Hedge fund compensation increased again in 2010, although by less than it did in 2009, and industry payouts are still below the peaks reached in 2007, according to analysis by Glocap Search LLC and Hedge Fund Research.
While 2010 base salaries for investment professionals and traders were essentially flat from 2009 levels, regardless of fund size or performance, year-end bonuses are expected to climb 5% on average. By comparison, 2009 bonuses rose about 15%, on average, above the depressed levels of 2008.
Glocap CEO Adam Zoia said in a press release that although most funds are not expanding as aggressively as they did in 2007 and the first half of 2008, they are also clearly out of crisis mode.
“2010 represented a return to normalcy for the hedge fund industry,” he said.
Zoia also said hiring by hedge funds has increased and performance has been stable. He noted that fund marketers and compliance professionals remain in particularly high demand and their compensation experienced the largest percentage increase in 2010.

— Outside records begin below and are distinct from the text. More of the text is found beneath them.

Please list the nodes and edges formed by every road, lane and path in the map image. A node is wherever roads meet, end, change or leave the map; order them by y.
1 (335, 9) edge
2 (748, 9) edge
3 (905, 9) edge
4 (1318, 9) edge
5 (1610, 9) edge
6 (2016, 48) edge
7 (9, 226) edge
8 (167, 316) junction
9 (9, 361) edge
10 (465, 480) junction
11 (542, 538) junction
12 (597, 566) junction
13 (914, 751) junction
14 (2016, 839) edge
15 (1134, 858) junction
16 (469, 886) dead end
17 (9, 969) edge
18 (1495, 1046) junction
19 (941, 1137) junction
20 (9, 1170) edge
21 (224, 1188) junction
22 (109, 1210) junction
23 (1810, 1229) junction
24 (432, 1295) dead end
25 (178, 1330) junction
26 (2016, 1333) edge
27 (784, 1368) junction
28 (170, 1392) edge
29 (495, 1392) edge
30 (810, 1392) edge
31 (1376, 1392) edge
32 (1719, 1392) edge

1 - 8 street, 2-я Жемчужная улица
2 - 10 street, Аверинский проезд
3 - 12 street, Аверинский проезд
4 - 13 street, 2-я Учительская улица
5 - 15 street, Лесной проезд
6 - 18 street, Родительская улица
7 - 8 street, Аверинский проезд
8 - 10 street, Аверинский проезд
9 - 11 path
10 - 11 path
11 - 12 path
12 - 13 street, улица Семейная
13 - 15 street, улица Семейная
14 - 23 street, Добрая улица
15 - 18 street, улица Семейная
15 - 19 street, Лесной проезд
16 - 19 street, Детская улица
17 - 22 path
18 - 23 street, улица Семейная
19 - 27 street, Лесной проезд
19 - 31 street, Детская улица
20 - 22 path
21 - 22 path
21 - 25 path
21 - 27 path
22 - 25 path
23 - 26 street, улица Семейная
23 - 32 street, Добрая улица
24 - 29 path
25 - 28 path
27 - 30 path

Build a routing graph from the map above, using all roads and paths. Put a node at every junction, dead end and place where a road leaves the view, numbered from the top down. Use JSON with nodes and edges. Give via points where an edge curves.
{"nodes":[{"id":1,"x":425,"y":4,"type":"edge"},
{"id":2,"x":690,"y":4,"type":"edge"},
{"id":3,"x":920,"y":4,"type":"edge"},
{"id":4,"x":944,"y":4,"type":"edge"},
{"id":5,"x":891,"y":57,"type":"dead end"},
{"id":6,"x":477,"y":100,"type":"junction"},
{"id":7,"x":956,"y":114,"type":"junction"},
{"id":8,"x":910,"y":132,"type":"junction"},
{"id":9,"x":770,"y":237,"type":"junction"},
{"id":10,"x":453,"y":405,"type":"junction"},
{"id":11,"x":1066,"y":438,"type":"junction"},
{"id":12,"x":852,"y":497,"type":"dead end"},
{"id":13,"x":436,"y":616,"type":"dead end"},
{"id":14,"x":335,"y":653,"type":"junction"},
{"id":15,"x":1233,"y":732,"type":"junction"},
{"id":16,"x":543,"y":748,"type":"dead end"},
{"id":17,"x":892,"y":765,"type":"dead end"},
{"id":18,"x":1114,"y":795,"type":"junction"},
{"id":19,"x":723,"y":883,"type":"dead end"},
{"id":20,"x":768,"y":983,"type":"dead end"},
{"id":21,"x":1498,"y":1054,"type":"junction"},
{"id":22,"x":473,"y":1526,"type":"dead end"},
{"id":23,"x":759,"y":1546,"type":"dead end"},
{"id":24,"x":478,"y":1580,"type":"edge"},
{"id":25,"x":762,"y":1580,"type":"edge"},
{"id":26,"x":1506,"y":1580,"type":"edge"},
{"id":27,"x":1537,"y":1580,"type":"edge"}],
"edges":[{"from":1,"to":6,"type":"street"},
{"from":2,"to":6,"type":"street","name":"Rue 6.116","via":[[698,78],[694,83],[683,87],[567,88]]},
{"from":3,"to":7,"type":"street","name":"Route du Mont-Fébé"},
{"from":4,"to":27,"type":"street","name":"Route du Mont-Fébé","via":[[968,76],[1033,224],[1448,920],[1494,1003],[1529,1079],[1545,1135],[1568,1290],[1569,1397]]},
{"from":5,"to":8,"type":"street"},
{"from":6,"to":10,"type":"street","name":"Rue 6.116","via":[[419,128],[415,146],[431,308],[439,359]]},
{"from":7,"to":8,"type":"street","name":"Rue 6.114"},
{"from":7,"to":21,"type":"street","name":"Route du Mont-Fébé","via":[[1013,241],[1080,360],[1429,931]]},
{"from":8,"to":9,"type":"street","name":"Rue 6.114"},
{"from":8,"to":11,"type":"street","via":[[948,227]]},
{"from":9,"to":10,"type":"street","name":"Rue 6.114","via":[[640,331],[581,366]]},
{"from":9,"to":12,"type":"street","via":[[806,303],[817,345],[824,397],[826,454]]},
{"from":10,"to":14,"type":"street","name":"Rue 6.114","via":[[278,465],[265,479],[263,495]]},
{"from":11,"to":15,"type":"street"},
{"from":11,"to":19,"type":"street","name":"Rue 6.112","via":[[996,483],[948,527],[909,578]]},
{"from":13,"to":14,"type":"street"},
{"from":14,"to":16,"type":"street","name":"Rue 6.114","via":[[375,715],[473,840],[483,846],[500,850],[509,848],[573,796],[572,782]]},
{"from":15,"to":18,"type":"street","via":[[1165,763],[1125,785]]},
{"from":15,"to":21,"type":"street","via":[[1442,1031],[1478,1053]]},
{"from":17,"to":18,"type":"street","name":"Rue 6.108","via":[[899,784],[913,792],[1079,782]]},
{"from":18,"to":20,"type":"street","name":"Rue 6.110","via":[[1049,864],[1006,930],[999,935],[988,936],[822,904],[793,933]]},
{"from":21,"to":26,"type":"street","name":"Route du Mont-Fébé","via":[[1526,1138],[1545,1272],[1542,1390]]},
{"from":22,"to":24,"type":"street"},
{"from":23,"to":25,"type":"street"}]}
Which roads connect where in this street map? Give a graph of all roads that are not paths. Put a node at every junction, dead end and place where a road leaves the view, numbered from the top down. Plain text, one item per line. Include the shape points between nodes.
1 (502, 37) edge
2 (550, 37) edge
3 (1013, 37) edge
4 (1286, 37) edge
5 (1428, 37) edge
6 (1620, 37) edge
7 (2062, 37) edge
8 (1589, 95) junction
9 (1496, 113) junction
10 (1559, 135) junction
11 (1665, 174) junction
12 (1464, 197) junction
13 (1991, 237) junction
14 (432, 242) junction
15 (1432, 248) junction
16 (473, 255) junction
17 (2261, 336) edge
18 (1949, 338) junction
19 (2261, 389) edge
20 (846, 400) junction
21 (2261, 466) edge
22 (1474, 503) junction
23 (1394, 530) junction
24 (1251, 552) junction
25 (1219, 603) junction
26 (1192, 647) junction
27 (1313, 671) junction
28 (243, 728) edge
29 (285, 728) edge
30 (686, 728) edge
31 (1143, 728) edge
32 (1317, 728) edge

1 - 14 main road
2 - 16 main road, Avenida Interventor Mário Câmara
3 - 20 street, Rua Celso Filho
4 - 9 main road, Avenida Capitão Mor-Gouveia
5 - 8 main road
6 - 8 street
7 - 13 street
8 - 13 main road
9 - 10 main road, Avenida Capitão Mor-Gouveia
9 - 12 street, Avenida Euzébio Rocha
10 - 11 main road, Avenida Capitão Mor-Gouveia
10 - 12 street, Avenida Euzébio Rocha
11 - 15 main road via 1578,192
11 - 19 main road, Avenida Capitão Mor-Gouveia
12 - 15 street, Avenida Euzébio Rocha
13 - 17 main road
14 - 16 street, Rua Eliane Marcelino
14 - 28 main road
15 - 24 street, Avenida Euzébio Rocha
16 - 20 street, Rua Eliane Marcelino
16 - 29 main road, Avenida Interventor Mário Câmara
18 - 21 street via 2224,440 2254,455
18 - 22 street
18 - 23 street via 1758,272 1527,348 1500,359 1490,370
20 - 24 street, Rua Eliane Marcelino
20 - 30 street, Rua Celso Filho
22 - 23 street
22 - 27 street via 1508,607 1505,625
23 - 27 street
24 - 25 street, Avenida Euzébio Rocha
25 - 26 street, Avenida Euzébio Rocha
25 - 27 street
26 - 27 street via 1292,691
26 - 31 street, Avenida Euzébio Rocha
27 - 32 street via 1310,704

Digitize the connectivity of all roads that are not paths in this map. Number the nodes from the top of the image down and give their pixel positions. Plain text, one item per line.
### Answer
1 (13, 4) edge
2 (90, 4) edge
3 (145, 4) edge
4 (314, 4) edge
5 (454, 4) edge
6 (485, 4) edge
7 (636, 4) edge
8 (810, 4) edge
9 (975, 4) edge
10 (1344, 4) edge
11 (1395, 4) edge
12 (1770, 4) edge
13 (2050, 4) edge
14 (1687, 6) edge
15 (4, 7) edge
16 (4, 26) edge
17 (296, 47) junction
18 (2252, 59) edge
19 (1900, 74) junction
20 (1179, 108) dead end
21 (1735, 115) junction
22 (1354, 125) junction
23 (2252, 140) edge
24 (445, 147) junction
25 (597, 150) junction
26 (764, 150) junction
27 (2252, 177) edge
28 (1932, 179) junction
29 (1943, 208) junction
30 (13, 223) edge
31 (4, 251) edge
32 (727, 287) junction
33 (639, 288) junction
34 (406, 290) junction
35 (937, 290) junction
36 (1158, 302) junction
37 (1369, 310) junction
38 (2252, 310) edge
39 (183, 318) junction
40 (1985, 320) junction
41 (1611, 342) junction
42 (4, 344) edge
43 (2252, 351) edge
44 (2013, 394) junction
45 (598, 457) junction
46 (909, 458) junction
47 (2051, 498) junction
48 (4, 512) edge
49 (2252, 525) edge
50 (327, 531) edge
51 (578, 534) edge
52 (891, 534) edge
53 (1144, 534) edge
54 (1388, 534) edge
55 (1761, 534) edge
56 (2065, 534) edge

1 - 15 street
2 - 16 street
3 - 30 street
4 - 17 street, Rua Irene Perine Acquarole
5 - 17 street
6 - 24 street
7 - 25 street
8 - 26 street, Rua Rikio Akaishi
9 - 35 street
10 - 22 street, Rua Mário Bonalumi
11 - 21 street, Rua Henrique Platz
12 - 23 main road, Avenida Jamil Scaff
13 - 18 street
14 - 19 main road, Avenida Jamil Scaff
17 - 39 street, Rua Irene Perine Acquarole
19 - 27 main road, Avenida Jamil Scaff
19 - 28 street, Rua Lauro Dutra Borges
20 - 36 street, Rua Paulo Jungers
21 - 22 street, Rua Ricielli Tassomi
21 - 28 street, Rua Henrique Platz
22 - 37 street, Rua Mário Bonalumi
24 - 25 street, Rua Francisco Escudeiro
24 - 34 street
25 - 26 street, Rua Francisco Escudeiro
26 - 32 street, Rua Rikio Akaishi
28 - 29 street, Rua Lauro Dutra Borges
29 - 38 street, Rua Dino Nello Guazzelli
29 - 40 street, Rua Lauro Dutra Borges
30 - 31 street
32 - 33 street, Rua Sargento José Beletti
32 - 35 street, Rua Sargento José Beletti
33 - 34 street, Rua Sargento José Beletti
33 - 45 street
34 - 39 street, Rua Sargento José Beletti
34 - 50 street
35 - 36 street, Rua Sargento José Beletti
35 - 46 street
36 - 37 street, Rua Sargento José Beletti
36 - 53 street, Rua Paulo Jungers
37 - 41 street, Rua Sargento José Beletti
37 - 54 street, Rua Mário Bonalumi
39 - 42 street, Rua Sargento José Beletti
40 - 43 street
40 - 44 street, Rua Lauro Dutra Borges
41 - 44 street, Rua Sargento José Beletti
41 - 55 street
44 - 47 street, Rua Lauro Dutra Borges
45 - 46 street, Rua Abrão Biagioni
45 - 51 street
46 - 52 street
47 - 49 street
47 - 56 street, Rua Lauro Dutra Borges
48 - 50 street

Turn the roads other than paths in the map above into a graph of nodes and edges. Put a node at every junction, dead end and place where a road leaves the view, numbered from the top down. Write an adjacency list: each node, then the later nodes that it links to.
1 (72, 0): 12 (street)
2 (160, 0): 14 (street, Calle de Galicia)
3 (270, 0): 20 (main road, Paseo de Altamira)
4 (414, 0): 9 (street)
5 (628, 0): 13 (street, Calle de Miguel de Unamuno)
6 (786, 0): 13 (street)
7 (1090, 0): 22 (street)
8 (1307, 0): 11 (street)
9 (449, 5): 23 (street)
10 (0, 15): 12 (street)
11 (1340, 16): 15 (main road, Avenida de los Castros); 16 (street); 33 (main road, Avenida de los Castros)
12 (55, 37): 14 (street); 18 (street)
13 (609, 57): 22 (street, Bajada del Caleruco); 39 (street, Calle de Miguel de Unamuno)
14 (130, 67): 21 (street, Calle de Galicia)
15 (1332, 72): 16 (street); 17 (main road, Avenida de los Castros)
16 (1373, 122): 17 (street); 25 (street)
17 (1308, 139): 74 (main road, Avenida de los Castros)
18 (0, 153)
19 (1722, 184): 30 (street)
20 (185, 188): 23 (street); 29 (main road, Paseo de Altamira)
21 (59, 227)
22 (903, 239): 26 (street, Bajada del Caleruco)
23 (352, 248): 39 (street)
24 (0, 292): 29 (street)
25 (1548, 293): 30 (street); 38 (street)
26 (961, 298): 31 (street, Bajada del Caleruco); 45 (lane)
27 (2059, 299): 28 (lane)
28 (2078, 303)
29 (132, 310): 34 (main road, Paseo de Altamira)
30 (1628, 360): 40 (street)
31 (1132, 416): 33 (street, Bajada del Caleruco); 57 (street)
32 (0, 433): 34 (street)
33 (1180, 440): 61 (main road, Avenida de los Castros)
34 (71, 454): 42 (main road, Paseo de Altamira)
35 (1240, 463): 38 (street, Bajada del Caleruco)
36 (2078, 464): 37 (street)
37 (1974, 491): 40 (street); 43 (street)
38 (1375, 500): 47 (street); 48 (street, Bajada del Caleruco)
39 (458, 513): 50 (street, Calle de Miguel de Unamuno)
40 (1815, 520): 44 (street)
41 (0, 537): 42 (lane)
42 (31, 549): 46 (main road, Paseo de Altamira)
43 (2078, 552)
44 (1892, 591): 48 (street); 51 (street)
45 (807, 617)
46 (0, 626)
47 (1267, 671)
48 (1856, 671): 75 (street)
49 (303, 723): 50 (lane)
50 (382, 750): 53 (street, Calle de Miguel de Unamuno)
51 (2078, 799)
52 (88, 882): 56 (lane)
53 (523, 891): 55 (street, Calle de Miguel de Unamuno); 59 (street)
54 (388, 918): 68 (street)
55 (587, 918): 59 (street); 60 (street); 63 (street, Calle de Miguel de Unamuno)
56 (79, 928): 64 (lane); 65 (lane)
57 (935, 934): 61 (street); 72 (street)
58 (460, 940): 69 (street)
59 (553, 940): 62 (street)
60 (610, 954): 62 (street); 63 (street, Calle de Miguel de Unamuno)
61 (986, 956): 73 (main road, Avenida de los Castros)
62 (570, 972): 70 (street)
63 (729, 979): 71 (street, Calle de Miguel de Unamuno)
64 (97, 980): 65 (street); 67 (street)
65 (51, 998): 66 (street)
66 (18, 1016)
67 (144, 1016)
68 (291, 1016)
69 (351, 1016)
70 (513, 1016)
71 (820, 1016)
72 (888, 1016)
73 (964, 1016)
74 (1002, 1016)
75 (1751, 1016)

While hedge fund returns have been modest this year, with the HFRI Weighted Composite Index returning around 3.5% through September, assets at many funds have now recovered the money they lost during the financial crisis, allowing the to start charging performance-related fees again.
“Hedge fund compensation in 2010 is not exclusively about management and incentive fees, but also about duration, liquidity, transparency, and retention, as well as operational and organizational efficiencies," said HFR President Ken Heinz. "As the hedge industry continues to grow and evolve, the compensation model which defines the fundamental economic relationship between investors and fund managers will continue to evolve with it.”
Compensation levels vary widely both by type of position and the size and performance of a fund. A senior trader at a small or mid-size fund with a "middle" performance earned an average $365,000 this year, while the average portfolio manager at a top performing small fund took home $1.23 million and the average portfolio manager at a top performing larger fund took home $4.85 million.
The report analyzes base salaries and bonuses of thousands of hedge fund professionals at hundreds of U.S. hedge funds, including investment professionals, traders, chief financial officer, chief operating officers and fund marketers, administrative and executive assistants, information technology, risk management, operations and legal and compliance professionals.
The data is obtained from a combination of first-hand feedback from Glocap candidates on past and expected compensation, actual placement data maintained by Glocap in the course of its search business and from survey results by its recruiters.